First, I think I need to clarify, I am not a supporter of the Unborn children act. Although, I was unware that the law prevented crimimals from being charged with assault? .
My objection was to Simon’s suggestion, that the law somehow violates a criminal’s civil rights by penalize them for causing the harm of miscarriage because they were unaware the woman was pregnant! .
I also object to the idea that we cannot make the harm of miscarriage a crime simply because assault (and presumably battery) is already a crime.
Inducing miscarraige is a harm, and I see no reason why causing this specific harm cannot be made a criminal. I hold the same opinion for maiming someone, crippling them or killiing them. There is nothing wrong with making it illegal to killl someone in addittion to assaulting them. (Or possibly as a consquence of assaulting them.)
Earlier, Simon’s objection seemed to be that the criminal might not know that the victim was pregnant. However, there are many other laws which hold people liable for causing harn– even if the victim didn’t not “seem” to be particularly fragile, and yet they died after being assaulted.
So, I don’t object to the law on that particular ground.
Now, Simon’s seems to the object to making inducing miscarraige a crime, because we can already charge people with assault.

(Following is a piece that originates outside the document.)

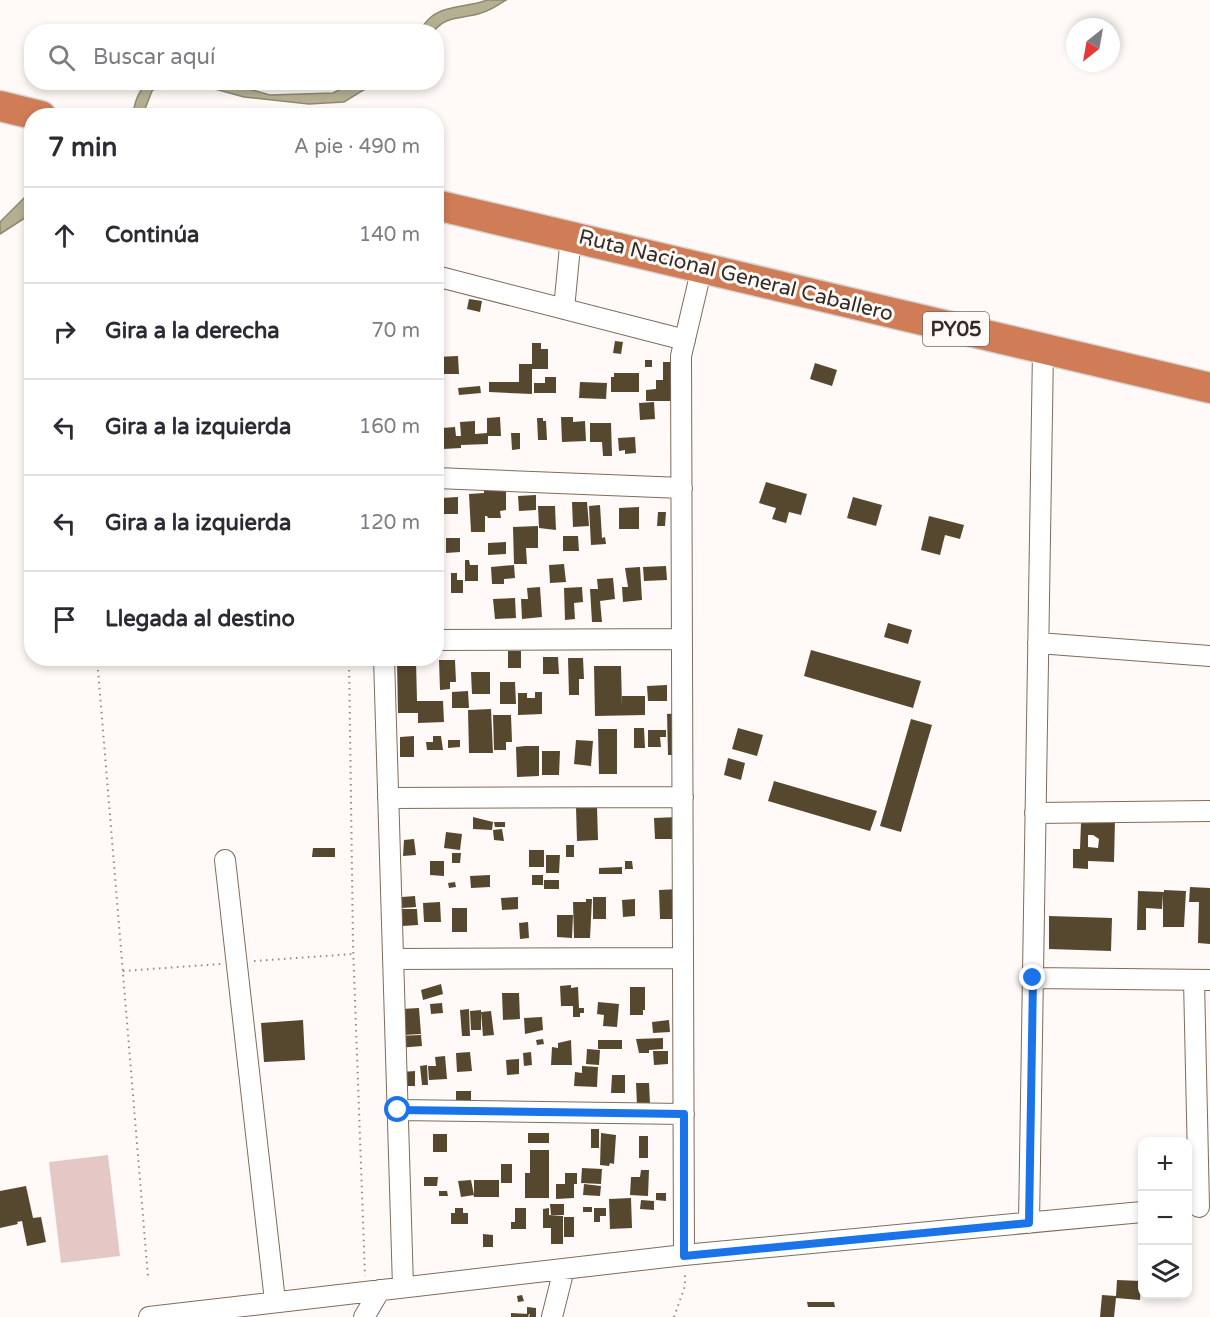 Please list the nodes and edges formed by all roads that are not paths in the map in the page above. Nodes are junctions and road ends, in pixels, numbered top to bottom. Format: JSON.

Of course we can do so. With or without the unborn children act, people who commit assault, battery, murder, bank robbery , or any other crime can be charged with those crimes.
But what of it? We can charge people who commit murder with attempted murder. Few would see that as a reason to vitiate laws against murder.

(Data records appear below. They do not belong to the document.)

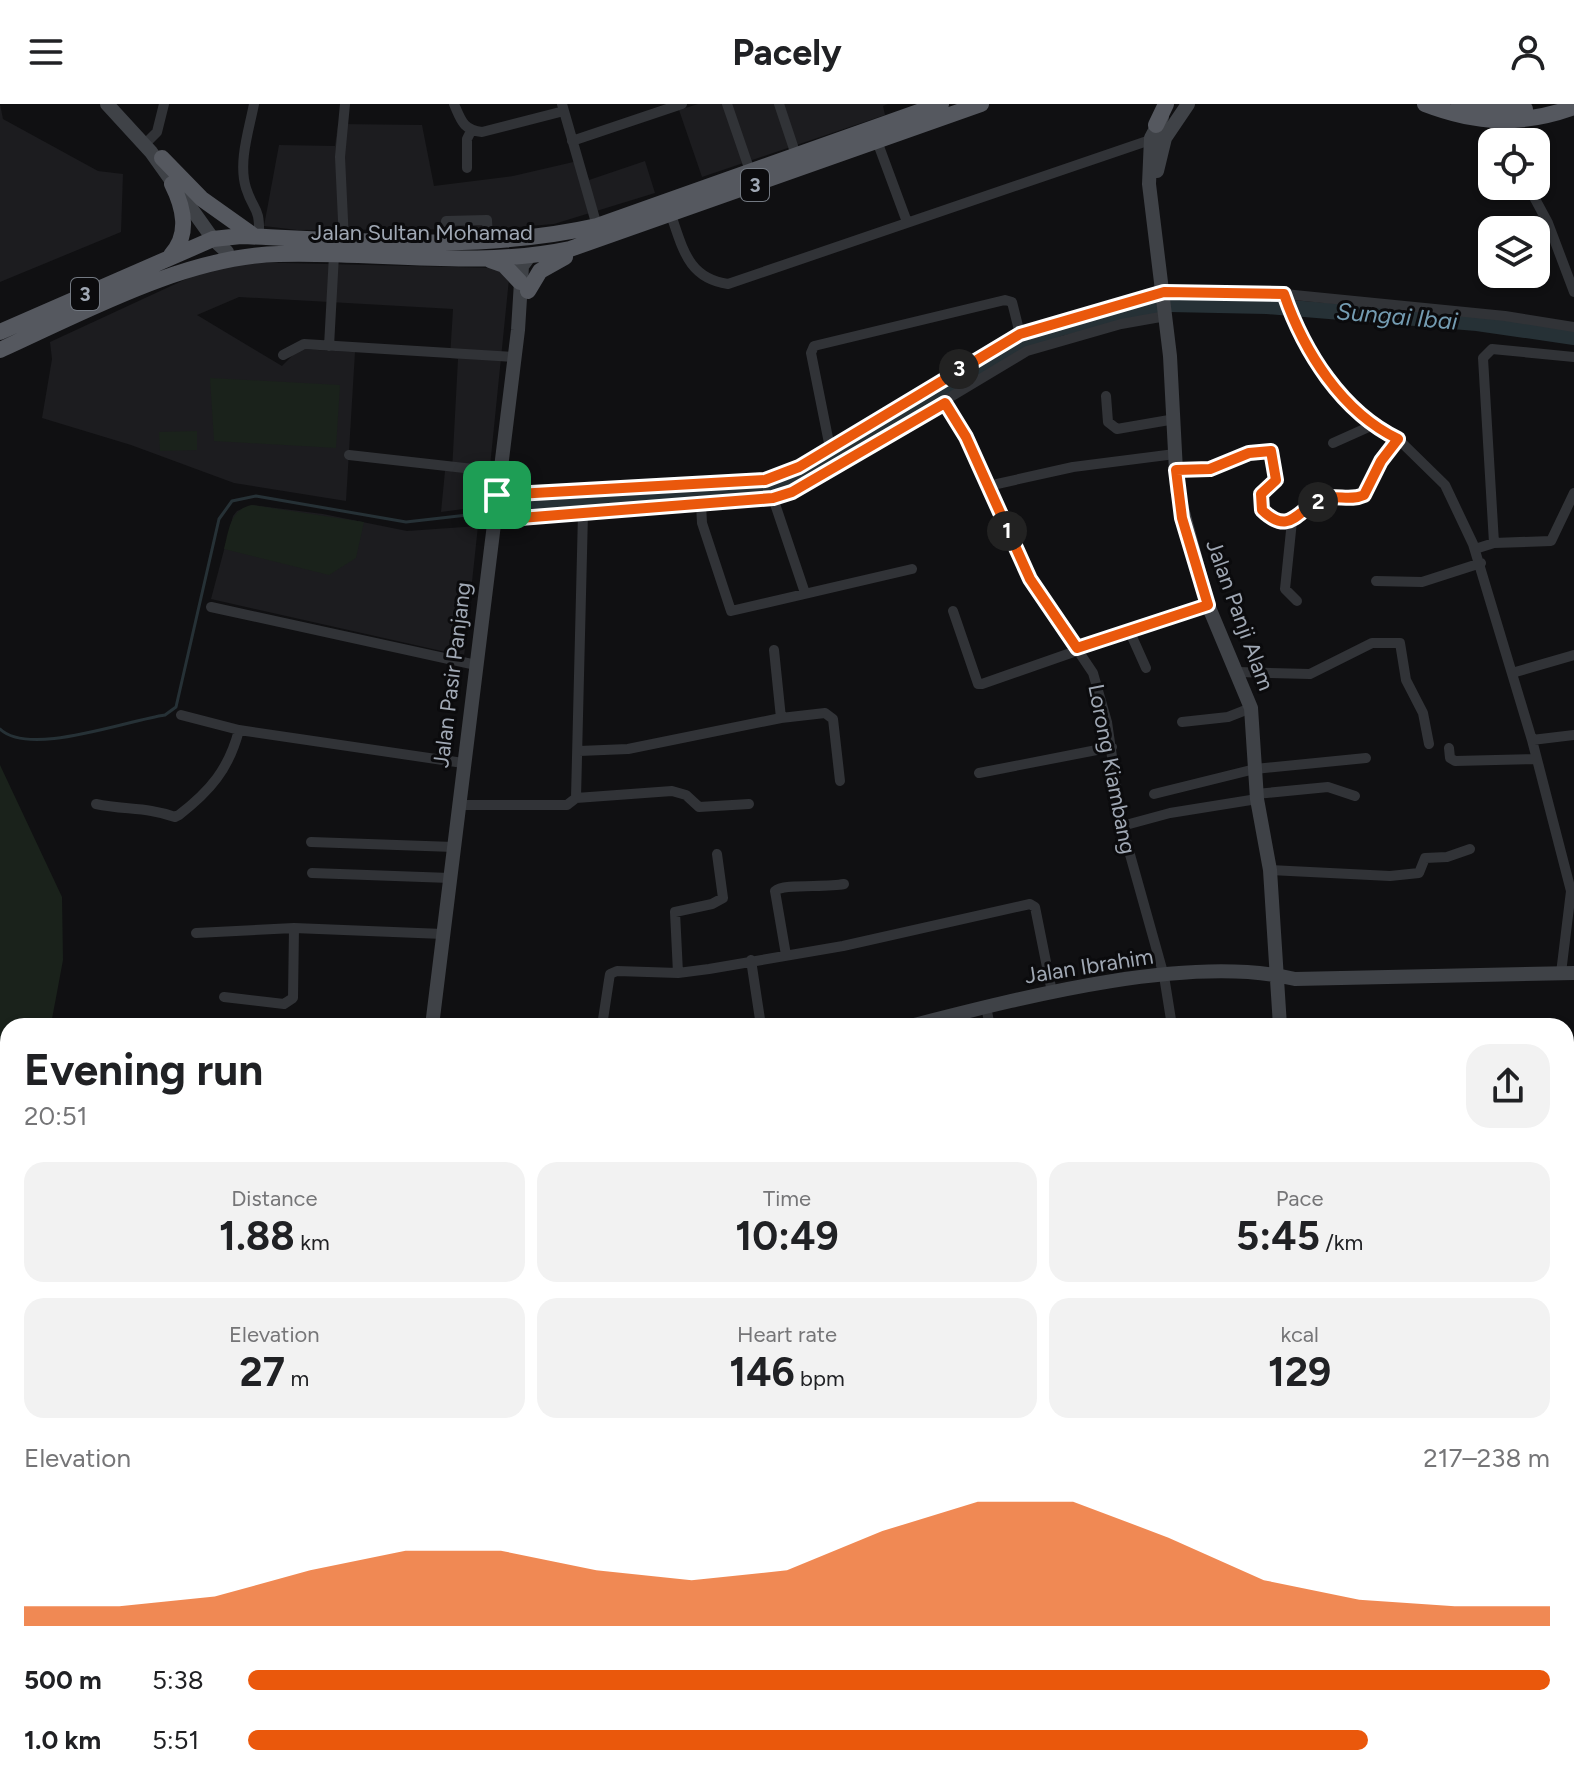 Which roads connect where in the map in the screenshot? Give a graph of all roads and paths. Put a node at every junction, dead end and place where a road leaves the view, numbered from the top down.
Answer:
1 (107, 104) edge
2 (164, 104) edge
3 (254, 104) edge
4 (345, 104) edge
5 (454, 104) edge
6 (682, 104) edge
7 (727, 104) edge
8 (779, 104) edge
9 (941, 104) edge
10 (981, 104) edge
11 (1169, 104) edge
12 (1188, 104) edge
13 (1425, 104) edge
14 (1459, 104) edge
15 (1552, 104) edge
16 (1574, 107) edge
17 (563, 108) edge
18 (1488, 112) edge
19 (471, 131) junction
20 (1157, 134) junction
21 (572, 141) junction
22 (877, 141) junction
23 (152, 152) junction
24 (796, 155) junction
25 (467, 168) dead end
26 (750, 171) junction
27 (172, 184) junction
28 (1536, 200) edge
29 (671, 215) junction
30 (907, 222) junction
31 (597, 226) junction
32 (621, 232) junction
33 (257, 237) junction
34 (447, 242) junction
35 (221, 243) junction
36 (339, 248) junction
37 (277, 254) junction
38 (170, 257) junction
39 (485, 258) junction
40 (528, 258) junction
41 (156, 281) junction
42 (524, 286) junction
43 (1164, 292) junction
44 (1574, 292) edge
45 (1284, 295) junction
46 (1166, 316) junction
47 (1574, 327) edge
48 (0, 332) edge
49 (1020, 334) junction
50 (329, 346) junction
51 (0, 350) edge
52 (283, 355) dead end
53 (514, 357) junction
54 (1574, 357) edge
55 (954, 384) junction
56 (1106, 396) dead end
57 (945, 403) junction
58 (1175, 419) junction
59 (1371, 426) junction
60 (1398, 439) junction
61 (1333, 443) dead end
62 (830, 448) junction
63 (1175, 454) junction
64 (349, 455) dead end
65 (1176, 470) junction
66 (500, 472) junction
67 (988, 486) junction
68 (1574, 493) edge
69 (497, 495) junction
70 (773, 498) junction
71 (701, 504) junction
72 (583, 513) junction
73 (494, 520) junction
74 (1292, 521) junction
75 (1494, 543) junction
76 (1475, 549) junction
77 (1481, 563) junction
78 (912, 569) dead end
79 (1376, 581) dead end
80 (805, 593) junction
81 (1297, 601) dead end
82 (1208, 605) junction
83 (211, 607) dead end
84 (953, 611) dead end
85 (1129, 630) junction
86 (1077, 648) junction
87 (774, 650) dead end
88 (1574, 655) edge
89 (476, 665) junction
90 (1146, 668) dead end
91 (1238, 672) junction
92 (1512, 673) junction
93 (1251, 708) junction
94 (181, 715) dead end
95 (781, 718) junction
96 (1182, 722) dead end
97 (239, 730) junction
98 (1574, 735) edge
99 (1532, 740) junction
100 (1429, 744) dead end
101 (1112, 747) junction
102 (1449, 748) dead end
103 (579, 751) junction
104 (1366, 758) dead end
105 (1537, 759) junction
106 (463, 763) junction
107 (1255, 769) junction
108 (979, 773) dead end
109 (840, 781) dead end
110 (1154, 794) dead end
111 (1257, 796) junction
112 (1355, 796) dead end
113 (576, 798) junction
114 (96, 804) dead end
115 (749, 804) dead end
116 (459, 805) junction
117 (1122, 826) junction
118 (311, 842) dead end
119 (454, 847) junction
120 (1470, 849) dead end
121 (717, 854) dead end
122 (1270, 870) junction
123 (312, 873) dead end
124 (450, 878) junction
125 (844, 884) dead end
126 (294, 928) junction
127 (196, 933) dead end
128 (443, 934) junction
129 (786, 955) junction
130 (751, 960) junction
131 (678, 973) junction
132 (1568, 973) edge
133 (1279, 975) junction
134 (1164, 976) junction
135 (1052, 992) junction
136 (224, 997) dead end
137 (986, 1007) junction
138 (433, 1018) edge
139 (603, 1018) edge
140 (760, 1018) edge
141 (942, 1018) edge
142 (988, 1018) edge
143 (1171, 1018) edge
144 (1280, 1018) edge

1 - 23 main road
2 - 23 street
3 - 33 street
4 - 36 street
5 - 19 street
6 - 21 street
7 - 26 street
8 - 24 street
9 - 24 highway, Jalan Sultan Mohamad / 3
10 - 22 highway, Jalan Sultan Mohamad / 3
11 - 20 highway
12 - 20 main road
13 - 18 highway
14 - 18 highway
15 - 18 highway
16 - 18 highway
17 - 19 street
17 - 21 street
19 - 25 street
20 - 30 street
20 - 43 main road, Jalan Panji Alam
21 - 31 street
22 - 29 highway, Jalan Sultan Mohamad / 3
22 - 30 street
23 - 27 main road
23 - 33 highway
23 - 35 main road
24 - 26 highway, Jalan Sultan Mohamad / 3
26 - 31 highway, Jalan Sultan Mohamad / 3
27 - 35 main road
27 - 38 highway
28 - 44 street
29 - 30 street
29 - 32 highway, Jalan Sultan Mohamad / 3
31 - 34 highway, Jalan Sultan Mohamad / 3
31 - 40 highway
32 - 40 highway, Jalan Sultan Mohamad / 3
32 - 42 highway
33 - 35 highway, Jalan Sultan Mohamad / 3
33 - 36 highway, Jalan Sultan Mohamad / 3
34 - 36 highway, Jalan Sultan Mohamad / 3
34 - 40 highway
35 - 37 highway, 3
35 - 38 highway, Jalan Sultan Mohamad / 3
35 - 41 highway, 3
36 - 37 highway, Jalan Sultan Mohamad / 3
36 - 39 highway, Jalan Sultan Mohamad / 3
36 - 50 street
37 - 41 highway, Jalan Sultan Mohamad / 3
38 - 48 highway, Jalan Sultan Mohamad / 3
39 - 40 highway, Jalan Sultan Mohamad / 3
39 - 42 highway
40 - 42 main road, Jalan Pasir Panjang
41 - 51 highway, Jalan Sultan Mohamad / 3
42 - 53 main road, Jalan Pasir Panjang
43 - 45 street
43 - 46 main road, Jalan Panji Alam
43 - 49 street
45 - 47 street
45 - 59 street
46 - 55 street
46 - 58 main road, Jalan Panji Alam
49 - 55 street
49 - 62 street
50 - 52 street
50 - 53 street
53 - 66 main road, Jalan Pasir Panjang
54 - 75 street
55 - 57 street
55 - 62 street
56 - 58 street
57 - 67 street, Lorong Kiambang
57 - 70 street
58 - 63 main road, Jalan Panji Alam
59 - 60 street
59 - 61 street
60 - 74 street
60 - 76 street
62 - 69 street
63 - 65 main road, Jalan Panji Alam
63 - 67 street
64 - 66 street
65 - 74 street
65 - 82 main road, Jalan Panji Alam
66 - 69 main road, Jalan Pasir Panjang
67 - 86 street, Lorong Kiambang
68 - 75 street
69 - 73 main road, Jalan Pasir Panjang
70 - 71 street
70 - 80 street
71 - 72 street
71 - 80 street
72 - 73 street
72 - 103 street
73 - 89 main road, Jalan Pasir Panjang
74 - 81 street
75 - 76 street
76 - 77 street
77 - 79 street
77 - 92 street
78 - 80 street
82 - 85 street
82 - 91 main road, Jalan Panji Alam
83 - 89 street
84 - 86 street
85 - 86 street
85 - 90 street
86 - 101 street, Lorong Kiambang
87 - 95 street
88 - 92 street
89 - 106 main road, Jalan Pasir Panjang
91 - 93 main road, Jalan Panji Alam
91 - 100 street
92 - 99 street
93 - 96 street
93 - 107 main road, Jalan Panji Alam
94 - 97 street
95 - 103 street
95 - 109 street
97 - 106 street
97 - 114 street
98 - 99 street
99 - 105 street
101 - 108 street
101 - 117 street, Lorong Kiambang
102 - 105 street
103 - 113 street
104 - 107 street
105 - 132 street
106 - 116 main road, Jalan Pasir Panjang
107 - 110 street
107 - 111 main road, Jalan Panji Alam
111 - 112 street
111 - 117 street
111 - 122 main road, Jalan Panji Alam
113 - 115 street
113 - 116 street
116 - 119 main road, Jalan Pasir Panjang
117 - 134 street, Lorong Kiambang
118 - 119 street
119 - 124 main road, Jalan Pasir Panjang
120 - 122 street
121 - 131 street
122 - 133 main road, Jalan Panji Alam
123 - 124 street
124 - 128 main road, Jalan Pasir Panjang
125 - 129 street
126 - 127 street
126 - 128 street
126 - 136 street
128 - 138 main road, Jalan Pasir Panjang
129 - 130 street
129 - 135 street
130 - 131 street
130 - 140 street
131 - 139 street
132 - 133 main road, Jalan Ibrahim
133 - 134 main road, Jalan Ibrahim
133 - 144 main road, Jalan Panji Alam
134 - 135 main road, Jalan Ibrahim
134 - 143 street, Lorong Kiambang
135 - 137 main road, Jalan Ibrahim
137 - 141 main road, Jalan Ibrahim
137 - 142 street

We can only charge people with the “crime” of inducing miscarraige if we make “it”, the specific harm of inducing miscarraige, a crime in an of itself.
In my drunk driving analogy , reckless homocide is the “it” which we make illegal even though we also penalizeing drunk driving.
Although, maybe I am mistaken, and you believe we should stop charging drunk drivers with reckless manslaughter, since we already charge them with drunk driving? Or because the drunk didn’t notice the pedestrian before running them down?
Or you can explain why one can charge the drunk driver with reckless homocide, yet consider it inherently unjust to charge someone guilty of assault with an additional physical harm, like maiming, miscarraige or death?
I see no logical way to object to making inducing miscarriage a crime other than to simply say one thinks it should be one.
As to my personal opinion of that specifically:
I think inducing miscarriage should be a crime independent of assault. It is a serious harm to the mother and father of fetus. Certainly, it is a harm at least as severe as damaging someone’s property or stealing their goods.
I do not consider it exactly the same as murder.